**Directions for this task**
Restate the data below word for word, and let no image into your version.
______
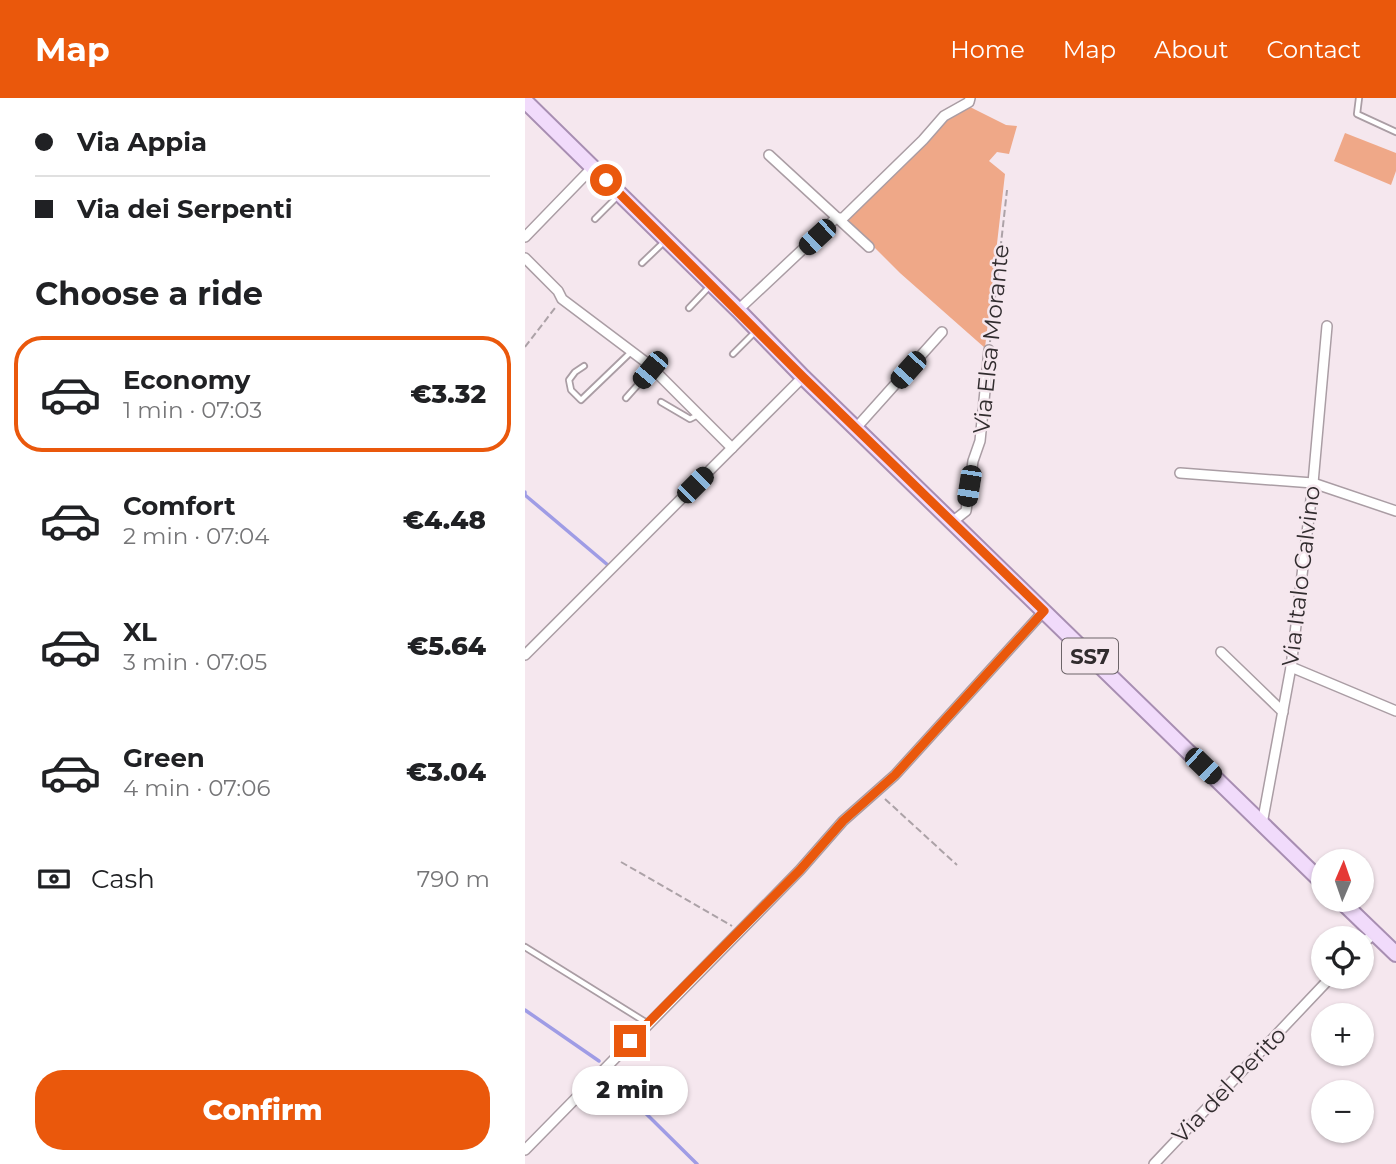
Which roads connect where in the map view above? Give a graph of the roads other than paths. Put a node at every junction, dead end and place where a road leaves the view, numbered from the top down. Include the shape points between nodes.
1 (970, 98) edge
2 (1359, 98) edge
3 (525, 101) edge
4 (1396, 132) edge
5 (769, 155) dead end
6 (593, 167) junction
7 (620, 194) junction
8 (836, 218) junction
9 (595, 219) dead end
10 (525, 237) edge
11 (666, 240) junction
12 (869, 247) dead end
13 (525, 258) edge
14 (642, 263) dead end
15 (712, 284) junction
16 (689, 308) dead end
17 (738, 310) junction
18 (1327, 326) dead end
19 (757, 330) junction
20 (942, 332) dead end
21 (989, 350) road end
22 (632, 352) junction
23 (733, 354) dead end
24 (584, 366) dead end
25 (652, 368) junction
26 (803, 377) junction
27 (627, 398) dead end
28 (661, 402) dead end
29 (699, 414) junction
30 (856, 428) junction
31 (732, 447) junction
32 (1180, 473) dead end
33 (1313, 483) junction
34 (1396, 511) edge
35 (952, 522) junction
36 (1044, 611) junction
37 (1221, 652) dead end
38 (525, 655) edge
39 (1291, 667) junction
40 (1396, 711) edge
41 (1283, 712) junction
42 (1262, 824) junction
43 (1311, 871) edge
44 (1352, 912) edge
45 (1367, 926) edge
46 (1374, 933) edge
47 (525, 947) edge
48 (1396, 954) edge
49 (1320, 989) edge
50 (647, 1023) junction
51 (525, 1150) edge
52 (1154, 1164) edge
______
**Finished task**
Which roads connect where in the map view above? Give a graph of the roads other than paths. Put a node at every junction, dead end and place where a road leaves the view, numbered from the top down. Include the shape points between nodes.
1 (970, 98) edge
2 (1359, 98) edge
3 (525, 101) edge
4 (1396, 132) edge
5 (769, 155) dead end
6 (593, 167) junction
7 (620, 194) junction
8 (836, 218) junction
9 (595, 219) dead end
10 (525, 237) edge
11 (666, 240) junction
12 (869, 247) dead end
13 (525, 258) edge
14 (642, 263) dead end
15 (712, 284) junction
16 (689, 308) dead end
17 (738, 310) junction
18 (1327, 326) dead end
19 (757, 330) junction
20 (942, 332) dead end
21 (989, 350) road end
22 (632, 352) junction
23 (733, 354) dead end
24 (584, 366) dead end
25 (652, 368) junction
26 (803, 377) junction
27 (627, 398) dead end
28 (661, 402) dead end
29 (699, 414) junction
30 (856, 428) junction
31 (732, 447) junction
32 (1180, 473) dead end
33 (1313, 483) junction
34 (1396, 511) edge
35 (952, 522) junction
36 (1044, 611) junction
37 (1221, 652) dead end
38 (525, 655) edge
39 (1291, 667) junction
40 (1396, 711) edge
41 (1283, 712) junction
42 (1262, 824) junction
43 (1311, 871) edge
44 (1352, 912) edge
45 (1367, 926) edge
46 (1374, 933) edge
47 (525, 947) edge
48 (1396, 954) edge
49 (1320, 989) edge
50 (647, 1023) junction
51 (525, 1150) edge
52 (1154, 1164) edge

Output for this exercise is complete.